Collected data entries
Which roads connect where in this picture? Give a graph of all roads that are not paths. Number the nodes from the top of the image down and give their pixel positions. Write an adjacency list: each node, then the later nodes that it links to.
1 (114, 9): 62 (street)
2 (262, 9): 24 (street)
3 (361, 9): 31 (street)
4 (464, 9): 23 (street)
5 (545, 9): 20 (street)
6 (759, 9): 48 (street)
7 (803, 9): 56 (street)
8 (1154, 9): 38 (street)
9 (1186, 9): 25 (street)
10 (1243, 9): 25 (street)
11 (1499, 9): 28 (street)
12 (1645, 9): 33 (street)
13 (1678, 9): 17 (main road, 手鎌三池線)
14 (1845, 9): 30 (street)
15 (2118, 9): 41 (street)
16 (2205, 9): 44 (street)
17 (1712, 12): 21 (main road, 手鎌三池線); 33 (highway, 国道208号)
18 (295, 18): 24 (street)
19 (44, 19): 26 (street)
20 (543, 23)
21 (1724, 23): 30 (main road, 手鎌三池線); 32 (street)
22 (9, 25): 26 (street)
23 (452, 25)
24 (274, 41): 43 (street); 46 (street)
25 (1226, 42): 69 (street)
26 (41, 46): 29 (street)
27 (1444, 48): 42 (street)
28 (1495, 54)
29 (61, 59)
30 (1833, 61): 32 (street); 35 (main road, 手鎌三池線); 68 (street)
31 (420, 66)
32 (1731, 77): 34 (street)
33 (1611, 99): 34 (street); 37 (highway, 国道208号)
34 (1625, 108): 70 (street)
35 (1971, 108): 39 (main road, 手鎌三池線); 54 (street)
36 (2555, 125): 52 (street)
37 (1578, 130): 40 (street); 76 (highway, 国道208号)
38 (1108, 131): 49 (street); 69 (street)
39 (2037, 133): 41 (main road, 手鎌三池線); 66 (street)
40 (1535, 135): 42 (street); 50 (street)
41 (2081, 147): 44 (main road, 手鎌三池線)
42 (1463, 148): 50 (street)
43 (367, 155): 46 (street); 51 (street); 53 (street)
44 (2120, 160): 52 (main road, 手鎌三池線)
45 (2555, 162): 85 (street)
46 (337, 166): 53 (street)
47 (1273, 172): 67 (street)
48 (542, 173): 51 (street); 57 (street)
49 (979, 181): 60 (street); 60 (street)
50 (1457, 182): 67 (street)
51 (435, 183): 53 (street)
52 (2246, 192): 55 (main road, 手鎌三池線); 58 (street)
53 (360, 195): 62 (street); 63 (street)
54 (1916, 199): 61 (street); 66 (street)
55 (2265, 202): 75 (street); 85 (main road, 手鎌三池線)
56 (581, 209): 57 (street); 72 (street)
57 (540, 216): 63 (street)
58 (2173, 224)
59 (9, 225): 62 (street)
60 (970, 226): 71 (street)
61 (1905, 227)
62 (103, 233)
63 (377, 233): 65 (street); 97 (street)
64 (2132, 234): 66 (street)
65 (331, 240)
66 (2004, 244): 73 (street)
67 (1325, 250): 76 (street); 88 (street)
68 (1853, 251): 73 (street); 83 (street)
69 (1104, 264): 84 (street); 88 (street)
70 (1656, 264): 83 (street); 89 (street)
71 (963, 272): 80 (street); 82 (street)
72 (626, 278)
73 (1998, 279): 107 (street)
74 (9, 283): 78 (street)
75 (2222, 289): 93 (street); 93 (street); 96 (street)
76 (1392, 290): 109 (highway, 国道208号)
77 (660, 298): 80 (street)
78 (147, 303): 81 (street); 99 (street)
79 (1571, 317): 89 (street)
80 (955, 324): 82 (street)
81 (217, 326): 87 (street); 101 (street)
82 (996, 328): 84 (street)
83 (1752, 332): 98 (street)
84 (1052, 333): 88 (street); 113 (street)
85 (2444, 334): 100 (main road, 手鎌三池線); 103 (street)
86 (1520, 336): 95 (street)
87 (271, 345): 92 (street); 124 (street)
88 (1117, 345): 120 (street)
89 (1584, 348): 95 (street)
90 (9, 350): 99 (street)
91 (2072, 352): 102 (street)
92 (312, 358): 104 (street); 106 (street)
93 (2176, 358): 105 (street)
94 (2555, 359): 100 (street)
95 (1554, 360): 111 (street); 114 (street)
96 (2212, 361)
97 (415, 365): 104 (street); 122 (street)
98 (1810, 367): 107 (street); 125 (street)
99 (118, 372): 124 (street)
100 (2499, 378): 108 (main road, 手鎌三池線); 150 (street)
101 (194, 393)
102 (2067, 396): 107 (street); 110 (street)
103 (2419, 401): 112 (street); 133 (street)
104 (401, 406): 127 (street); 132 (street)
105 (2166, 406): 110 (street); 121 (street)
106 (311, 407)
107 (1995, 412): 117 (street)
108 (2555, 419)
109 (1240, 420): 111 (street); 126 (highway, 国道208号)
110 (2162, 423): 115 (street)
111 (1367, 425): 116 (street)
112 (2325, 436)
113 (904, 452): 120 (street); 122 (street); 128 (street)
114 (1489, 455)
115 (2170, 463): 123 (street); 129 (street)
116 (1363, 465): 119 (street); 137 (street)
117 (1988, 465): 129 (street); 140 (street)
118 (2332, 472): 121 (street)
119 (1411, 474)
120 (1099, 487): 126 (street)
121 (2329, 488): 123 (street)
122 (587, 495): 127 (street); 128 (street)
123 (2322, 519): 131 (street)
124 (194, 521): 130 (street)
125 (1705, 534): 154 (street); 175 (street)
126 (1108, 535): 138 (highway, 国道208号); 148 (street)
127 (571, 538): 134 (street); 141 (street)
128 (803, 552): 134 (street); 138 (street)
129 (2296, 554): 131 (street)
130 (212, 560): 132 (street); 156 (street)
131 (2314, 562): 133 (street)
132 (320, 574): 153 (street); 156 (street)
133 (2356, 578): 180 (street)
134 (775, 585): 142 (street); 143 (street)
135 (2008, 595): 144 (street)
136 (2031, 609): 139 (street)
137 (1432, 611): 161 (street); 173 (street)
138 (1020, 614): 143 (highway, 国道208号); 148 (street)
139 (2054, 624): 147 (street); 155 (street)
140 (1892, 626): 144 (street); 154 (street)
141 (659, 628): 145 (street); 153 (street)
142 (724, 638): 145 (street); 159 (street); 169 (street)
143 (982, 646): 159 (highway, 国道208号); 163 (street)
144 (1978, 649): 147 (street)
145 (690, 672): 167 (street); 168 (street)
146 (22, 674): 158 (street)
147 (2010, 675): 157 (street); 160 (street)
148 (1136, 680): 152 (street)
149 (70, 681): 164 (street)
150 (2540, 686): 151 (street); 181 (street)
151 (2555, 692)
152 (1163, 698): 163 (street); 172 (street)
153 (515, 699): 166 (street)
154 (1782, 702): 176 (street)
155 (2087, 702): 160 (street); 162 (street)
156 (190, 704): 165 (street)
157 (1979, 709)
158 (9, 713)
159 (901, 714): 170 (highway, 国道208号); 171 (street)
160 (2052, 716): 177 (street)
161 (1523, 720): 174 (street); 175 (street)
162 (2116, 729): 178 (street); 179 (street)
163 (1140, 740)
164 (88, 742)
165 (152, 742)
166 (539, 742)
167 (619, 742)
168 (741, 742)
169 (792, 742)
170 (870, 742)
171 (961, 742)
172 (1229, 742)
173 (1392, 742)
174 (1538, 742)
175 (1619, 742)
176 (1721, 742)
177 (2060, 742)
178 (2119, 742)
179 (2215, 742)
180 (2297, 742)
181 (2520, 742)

• Problem statement: How many lines in the records above contain the word "highway"? Answer with the number alone.

• Answer to the exercise: 9